(Activity): Once the pictures are removed, restate the listing word for word.

(Exercise material):
■ ■ ■ ■ ■

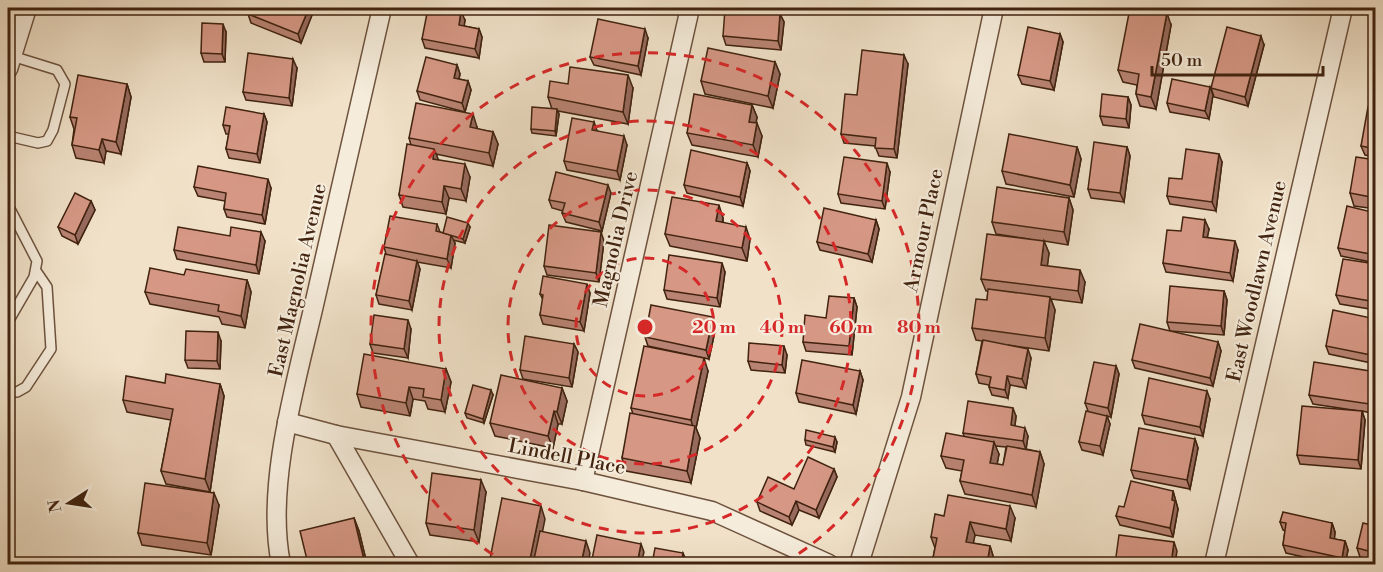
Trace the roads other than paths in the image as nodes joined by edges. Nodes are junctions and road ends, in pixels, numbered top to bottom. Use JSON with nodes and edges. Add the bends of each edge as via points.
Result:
{"nodes":[{"id":1,"x":27,"y":8,"type":"edge"},
{"id":2,"x":382,"y":8,"type":"edge"},
{"id":3,"x":690,"y":8,"type":"edge"},
{"id":4,"x":994,"y":8,"type":"edge"},
{"id":5,"x":1343,"y":8,"type":"edge"},
{"id":6,"x":10,"y":63,"type":"edge"},
{"id":7,"x":8,"y":136,"type":"edge"},
{"id":8,"x":8,"y":205,"type":"edge"},
{"id":9,"x":36,"y":271,"type":"junction"},
{"id":10,"x":8,"y":322,"type":"edge"},
{"id":11,"x":8,"y":392,"type":"edge"},
{"id":12,"x":288,"y":422,"type":"junction"},
{"id":13,"x":336,"y":435,"type":"junction"},
{"id":14,"x":583,"y":481,"type":"junction"},
{"id":15,"x":281,"y":564,"type":"edge"},
{"id":16,"x":410,"y":564,"type":"edge"},
{"id":17,"x":829,"y":564,"type":"edge"},
{"id":18,"x":859,"y":564,"type":"edge"},
{"id":19,"x":1214,"y":564,"type":"edge"}],
"edges":[{"from":1,"to":6,"type":"street"},
{"from":2,"to":12,"type":"street","name":"East Magnolia Avenue"},
{"from":3,"to":14,"type":"street","name":"Magnolia Drive"},
{"from":4,"to":18,"type":"street","name":"Armour Place","via":[[911,397]]},
{"from":5,"to":19,"type":"street","name":"East Woodlawn Avenue"},
{"from":6,"to":7,"type":"lane","via":[[57,70],[65,84],[47,141],[38,143]]},
{"from":8,"to":9,"type":"lane","via":[[37,261]]},
{"from":9,"to":10,"type":"lane"},
{"from":9,"to":11,"type":"lane","via":[[47,287],[51,349],[26,387]]},
{"from":12,"to":13,"type":"street","name":"Lindell Place"},
{"from":12,"to":15,"type":"street","name":"East Magnolia Avenue","via":[[277,498]]},
{"from":13,"to":14,"type":"street","name":"Lindell Place"},
{"from":13,"to":16,"type":"street"},
{"from":14,"to":17,"type":"street","name":"Lindell Place","via":[[712,511]]}]}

■ ■ ■ ■ ■

(Answer to this task):
Trace the roads other than paths in the image as nodes joined by edges. Nodes are junctions and road ends, in pixels, numbered top to bottom. Use JSON with nodes and edges. Add the bends of each edge as via points.
Result:
{"nodes":[{"id":1,"x":27,"y":8,"type":"edge"},
{"id":2,"x":382,"y":8,"type":"edge"},
{"id":3,"x":690,"y":8,"type":"edge"},
{"id":4,"x":994,"y":8,"type":"edge"},
{"id":5,"x":1343,"y":8,"type":"edge"},
{"id":6,"x":10,"y":63,"type":"edge"},
{"id":7,"x":8,"y":136,"type":"edge"},
{"id":8,"x":8,"y":205,"type":"edge"},
{"id":9,"x":36,"y":271,"type":"junction"},
{"id":10,"x":8,"y":322,"type":"edge"},
{"id":11,"x":8,"y":392,"type":"edge"},
{"id":12,"x":288,"y":422,"type":"junction"},
{"id":13,"x":336,"y":435,"type":"junction"},
{"id":14,"x":583,"y":481,"type":"junction"},
{"id":15,"x":281,"y":564,"type":"edge"},
{"id":16,"x":410,"y":564,"type":"edge"},
{"id":17,"x":829,"y":564,"type":"edge"},
{"id":18,"x":859,"y":564,"type":"edge"},
{"id":19,"x":1214,"y":564,"type":"edge"}],
"edges":[{"from":1,"to":6,"type":"street"},
{"from":2,"to":12,"type":"street","name":"East Magnolia Avenue"},
{"from":3,"to":14,"type":"street","name":"Magnolia Drive"},
{"from":4,"to":18,"type":"street","name":"Armour Place","via":[[911,397]]},
{"from":5,"to":19,"type":"street","name":"East Woodlawn Avenue"},
{"from":6,"to":7,"type":"lane","via":[[57,70],[65,84],[47,141],[38,143]]},
{"from":8,"to":9,"type":"lane","via":[[37,261]]},
{"from":9,"to":10,"type":"lane"},
{"from":9,"to":11,"type":"lane","via":[[47,287],[51,349],[26,387]]},
{"from":12,"to":13,"type":"street","name":"Lindell Place"},
{"from":12,"to":15,"type":"street","name":"East Magnolia Avenue","via":[[277,498]]},
{"from":13,"to":14,"type":"street","name":"Lindell Place"},
{"from":13,"to":16,"type":"street"},
{"from":14,"to":17,"type":"street","name":"Lindell Place","via":[[712,511]]}]}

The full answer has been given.